Even on CPUs bounds checks can slow things down, e.g., note this guidance from Cython: https://cython.readthedocs.io/en/latest/src/userguide/numpy_tutorial.html#tuning-indexing-further
That said, I agree that we should absolutely have a debug mode here. And default behavior of returning NaNs for out of bounds indexing results would be safer than silent wrapping.
The problem is that pausing execution to check for errors can be expensive, especially on accelerators, because control flow all happens on the CPU.
This makes sense to me in principle, but I guess I'm not sure how bounds checking ends up being more expensive than returned_ix = min(ix, len(xs) - 1). Aren't they roughly isomorphic? Both end up branching on ix.
That said, I agree that we should absolutely have a debug mode here. And default behavior of returning NaNs for out of bounds indexing results would be safer than silent wrapping.
Totally agree! Hadn't considered returning NaNs.
This makes sense to me in principle, but I guess I'm not sure how bounds checking ends up being more expensive than
returned_ix = min(ix, len(xs) - 1). Aren't they roughly isomorphic? Both end up branching onix.
The most expensive part -- or maybe just a little tricky to do efficiently -- is raising an error back in Python. TensorFlow does this on the CPU but not the GPU, for example.
I also suspect it may be more efficient for XLA to do silent wrapping since it needs to support negative indices already. Instead of using returned_ix = min(ix, len(xs) - 1) and doing a separate bounds check on returned_ix, it could just use returned_ix = ix % len(xs).
The most expensive part -- or maybe just a little tricky to do efficiently -- is raising an error back in Python. TensorFlow does this on the CPU but not the GPU, for example.

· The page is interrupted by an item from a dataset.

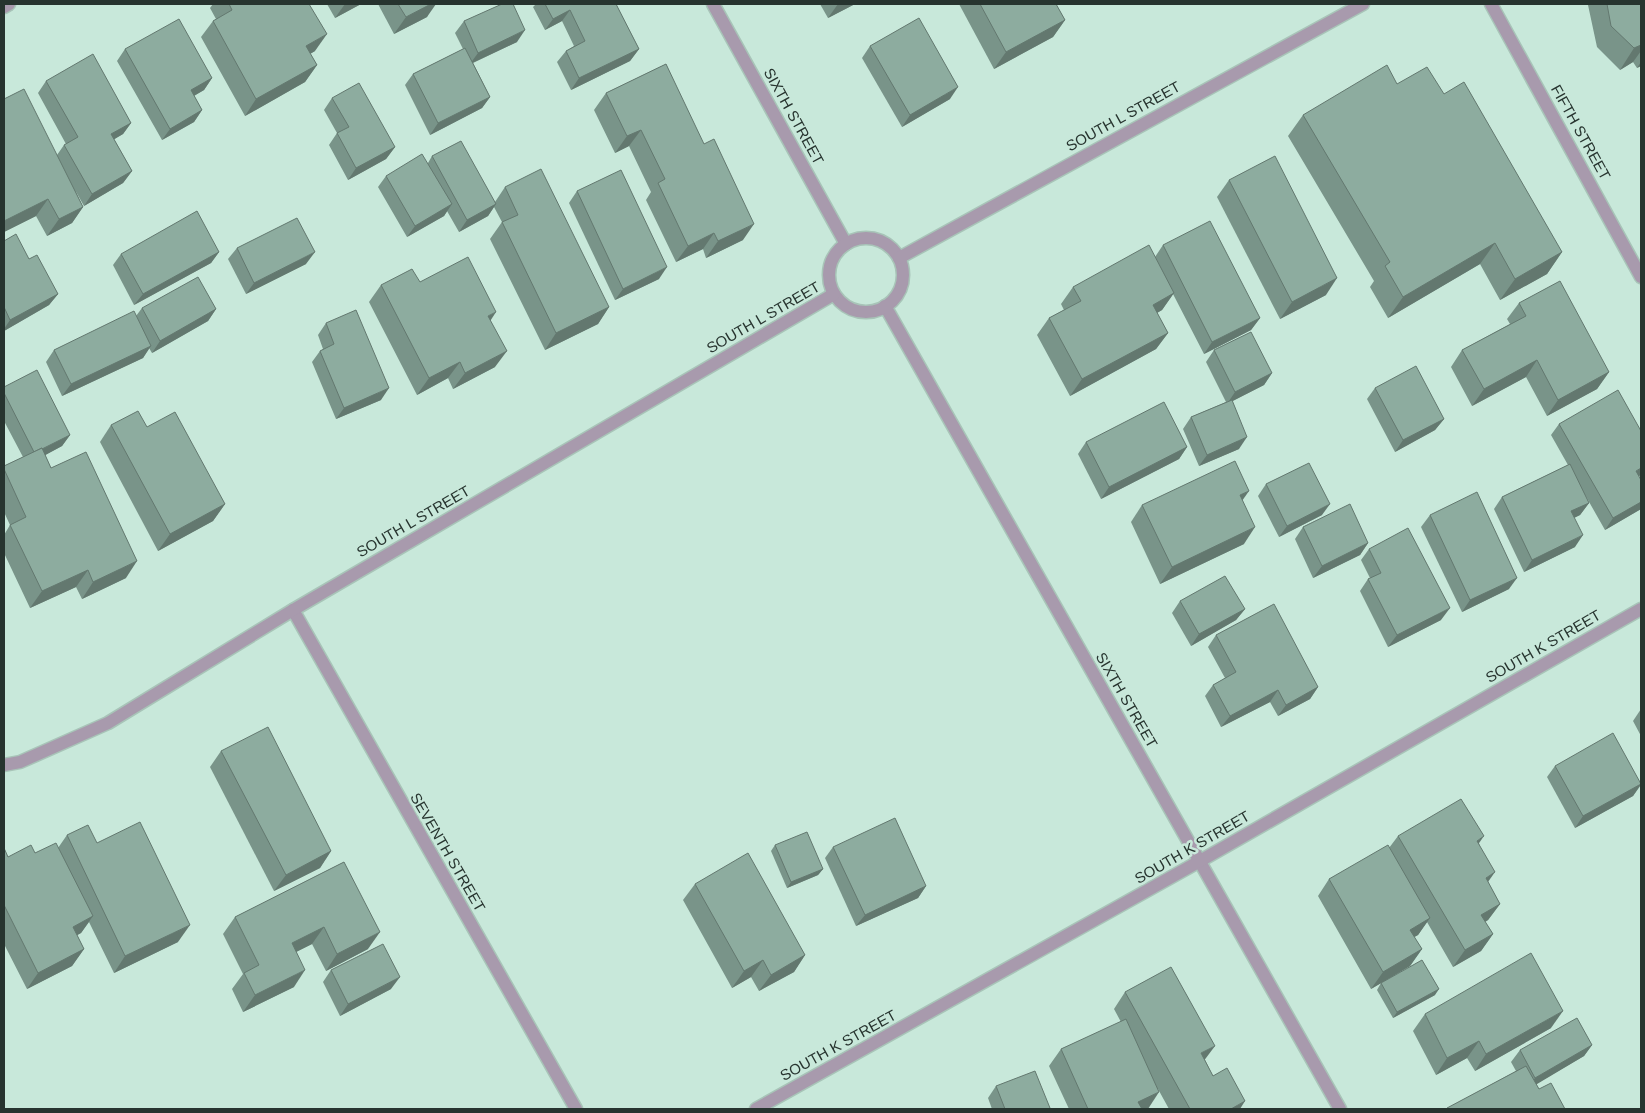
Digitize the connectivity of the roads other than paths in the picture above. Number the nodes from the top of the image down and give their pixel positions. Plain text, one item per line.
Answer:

Ah ok, I see what you mean now.
I also suspect it may be more efficient for XLA to do silent wrapping since it needs to support negative indices already. Instead of using returned_ix = min(ix, len(xs) - 1) and doing a separate bounds check on returned_ix, it could just use returned_ix = ix % len(xs).
Yeah this would def make sense. The weird thing is that XLA doesn't seem to do any wrapping. It just returns the last element AFAICT.
Is there a consensus on this yet? The suggestion of a debug mode & documentation would really solve the issue of stumbling into this without realising it, which is what happened to me! Additional runtime nan seems like a good suggestion too, though I admittedly do not know whether it is feasible.
Is it possible to add some notice in documentation or throw a warning in runtime? I heavily relied on this out-of-bound error behavior as it is in NumPy, PyTorch, and Python itself. I was not very careful in indexing and expected that a program fails fast. Now I'm not sure anymore that every piece of code, I've ever written in JAX, is correct. 😞
Sorry this has caused problems for you! The out-of-bounds indexing issue is discussed in the documentation here: https://jax.readthedocs.io/en/latest/notebooks/Common_Gotchas_in_JAX.html#out-of-bounds-indexing Do you have suggestions for a better place to surface the issue in the docs?
Regarding a runtime warning: that unfortunately is not possible for the same reason that a runtime error cannot be raised; see the discussion at the above link.
You might find jax.experimental.checkify useful for catching OOB checks.
Do you have suggestions for a better place to surface the issue in the docs?
I have many times read Sharp Bits page but I have never noticed OOB section. So, may be it would be better to move it closer to Random Numbers section (e.g. after the section)? It is good place to draw attention since everybody has some issues with RNGs.
You might find jax.experimental.checkify useful for catching OOB checks.
It looks usefull. I'll definitely try. Thanks!